[Problem]: Set the entries down again exactly; none may be skipped.

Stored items
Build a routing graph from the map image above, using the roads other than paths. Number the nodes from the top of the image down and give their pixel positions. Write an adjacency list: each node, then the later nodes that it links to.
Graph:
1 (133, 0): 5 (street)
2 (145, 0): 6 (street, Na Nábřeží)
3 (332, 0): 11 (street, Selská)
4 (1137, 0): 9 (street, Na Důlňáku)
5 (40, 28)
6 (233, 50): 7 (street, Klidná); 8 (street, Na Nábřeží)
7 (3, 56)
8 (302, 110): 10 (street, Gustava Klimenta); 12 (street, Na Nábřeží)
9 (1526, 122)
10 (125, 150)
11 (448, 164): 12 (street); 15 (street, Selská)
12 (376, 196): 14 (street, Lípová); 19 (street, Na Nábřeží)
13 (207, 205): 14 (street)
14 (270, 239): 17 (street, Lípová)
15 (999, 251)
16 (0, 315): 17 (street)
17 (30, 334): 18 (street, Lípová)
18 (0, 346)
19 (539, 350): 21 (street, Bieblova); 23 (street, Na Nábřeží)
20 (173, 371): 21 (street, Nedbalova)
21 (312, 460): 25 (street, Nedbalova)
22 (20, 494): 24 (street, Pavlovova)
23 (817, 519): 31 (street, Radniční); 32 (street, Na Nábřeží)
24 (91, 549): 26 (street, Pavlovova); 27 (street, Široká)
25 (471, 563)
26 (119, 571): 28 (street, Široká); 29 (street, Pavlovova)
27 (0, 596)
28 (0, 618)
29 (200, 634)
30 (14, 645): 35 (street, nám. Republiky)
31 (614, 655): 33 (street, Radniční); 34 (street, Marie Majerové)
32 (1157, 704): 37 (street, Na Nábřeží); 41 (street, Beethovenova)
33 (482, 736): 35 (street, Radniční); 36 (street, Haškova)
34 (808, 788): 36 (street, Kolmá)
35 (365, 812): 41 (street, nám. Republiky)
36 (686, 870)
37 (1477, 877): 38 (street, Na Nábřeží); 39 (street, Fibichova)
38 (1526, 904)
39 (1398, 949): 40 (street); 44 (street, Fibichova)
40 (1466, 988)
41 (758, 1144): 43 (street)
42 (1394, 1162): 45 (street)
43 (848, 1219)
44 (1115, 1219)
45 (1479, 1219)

[Output for this exercise]:
Build a routing graph from the map image above, using the roads other than paths. Number the nodes from the top of the image down and give their pixel positions. Write an adjacency list: each node, then the later nodes that it links to.
Graph:
1 (133, 0): 5 (street)
2 (145, 0): 6 (street, Na Nábřeží)
3 (332, 0): 11 (street, Selská)
4 (1137, 0): 9 (street, Na Důlňáku)
5 (40, 28)
6 (233, 50): 7 (street, Klidná); 8 (street, Na Nábřeží)
7 (3, 56)
8 (302, 110): 10 (street, Gustava Klimenta); 12 (street, Na Nábřeží)
9 (1526, 122)
10 (125, 150)
11 (448, 164): 12 (street); 15 (street, Selská)
12 (376, 196): 14 (street, Lípová); 19 (street, Na Nábřeží)
13 (207, 205): 14 (street)
14 (270, 239): 17 (street, Lípová)
15 (999, 251)
16 (0, 315): 17 (street)
17 (30, 334): 18 (street, Lípová)
18 (0, 346)
19 (539, 350): 21 (street, Bieblova); 23 (street, Na Nábřeží)
20 (173, 371): 21 (street, Nedbalova)
21 (312, 460): 25 (street, Nedbalova)
22 (20, 494): 24 (street, Pavlovova)
23 (817, 519): 31 (street, Radniční); 32 (street, Na Nábřeží)
24 (91, 549): 26 (street, Pavlovova); 27 (street, Široká)
25 (471, 563)
26 (119, 571): 28 (street, Široká); 29 (street, Pavlovova)
27 (0, 596)
28 (0, 618)
29 (200, 634)
30 (14, 645): 35 (street, nám. Republiky)
31 (614, 655): 33 (street, Radniční); 34 (street, Marie Majerové)
32 (1157, 704): 37 (street, Na Nábřeží); 41 (street, Beethovenova)
33 (482, 736): 35 (street, Radniční); 36 (street, Haškova)
34 (808, 788): 36 (street, Kolmá)
35 (365, 812): 41 (street, nám. Republiky)
36 (686, 870)
37 (1477, 877): 38 (street, Na Nábřeží); 39 (street, Fibichova)
38 (1526, 904)
39 (1398, 949): 40 (street); 44 (street, Fibichova)
40 (1466, 988)
41 (758, 1144): 43 (street)
42 (1394, 1162): 45 (street)
43 (848, 1219)
44 (1115, 1219)
45 (1479, 1219)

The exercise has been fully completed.